By MICHAEL FALCONE ( @michaelpfalcone )
ABC's JEFF ZELENY: The Senate is doing its part to avert a government shutdown, with Republicans and Democrats coming together in a rare agreement to cut short debate by a day or two and accelerate the vote to keep the government funded. Soon, the ball will be in Speaker John Boehner's court. The outcome won't be clear until he takes the temperature of rank-and-file Republicans, who have been just as likely to defy him as to rally behind him in recent years. There are several contingency plans circulating. Many House Republicans want to volley something back to the Senate, which could push things right to the brink of a shutdown next week, but there's also a prevailing feeling that it's a wiser course to keep the government open and save the next round of the health care fight for an even bigger debate: raising the debt limit. That deadline is three weeks from today.

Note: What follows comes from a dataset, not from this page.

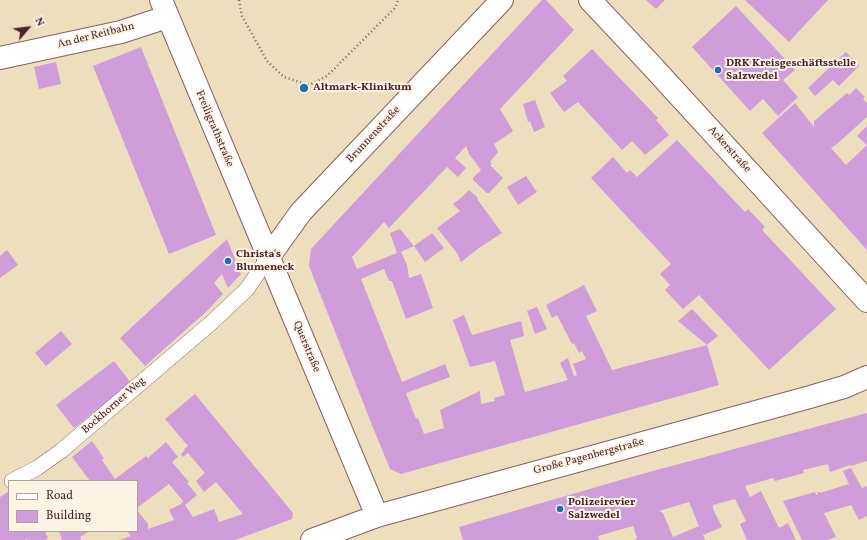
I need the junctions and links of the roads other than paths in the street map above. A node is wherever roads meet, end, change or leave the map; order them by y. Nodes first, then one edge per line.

ABC's RICK KLEIN: We know that Sen. Ted Cruz didn't change any policies, or any timelines for passing bills, or even really filibuster in the first place. He also didn't create the tactic he used to make his point - and grow his brand. But he did make clear a fundamental reordering of power dynamics on Capitol Hill. Decades ago, committee chairs yielded much of their influence to leadership. Then we spent the better part of 10 years in the Senate "gang" era, where small, ad-hoc bipartisan groups could effectively control the place. This, though, is a new rogue era, where seniority actually works against power, and perceptions of outside support and influence matter. The world's greatest deliberative body can now, at various times, be taken over by junior members. Now that it's happened a few times, it's fair to expect much more.
WHAT WE'RE WATCHING
SPECIAL ENVOY RUSS FEINGOLD CALLS ON RWANDA TO END ITS SUPPORT OF M23 REBELS IN CONGO. Russ Feingold, the former senator and a leading progressive, is now taking on an entirely different role as the U.S. special envoy charged with helping to find a solution to one of the deadliest conflicts in modern times: the two-decades-long war in the Democratic Republic of the Congo. Shortly after returning from his first trip to the region as special envoy, Feingold sat down with "Politics Confidential" and had some harsh words for the Rwanda government's apparent support of rebels - the mostly Tutsi M23 rebels blamed for most of the recent carnage in eastern Congo. "We've seen a credible body of reporting that the Rwandan government has been supportive of the M23," Feingold told "Politics Confidential's" JONATHAN KARL. "That has to stop." The Rwandan government, meanwhile, has publically denied that it supports the M23 rebels. Feingold was quick to add that, in the conflict that includes more than 40 rebel groups, other governments are also guilty of supporting rebel groups. He said all parties must be held accountable. http://yhoo.it/1b8CDck
SHUTDOWN COUNTDOWN: 4 DAYS TO GO.
By ABC's ARLETTE SAENZ and JEFF ZELENY
WHERE THINGS STAND: Sen. Ted Cruz, R-Texas, wrapped up his 21 hour and 19 minute speech and joined all other senators in voting unanimously on invoking cloture on the motion to proceed. At the end of a theatrical day on Capitol Hill, the Senate found a way to speed up the timeline for voting on a continuing resolution. The Senate yielded back hours of debate prompting a unanimous consent agreement on the motion to proceed. Senate Majority Leader Harry Reid then filled the tree with amendments and filed cloture on the bill itself. This acceleration could allow for a final vote on the continuing resolution as early as Friday, providing the House of Representatives with more time to work on the bill and potentially send it back to the Senate.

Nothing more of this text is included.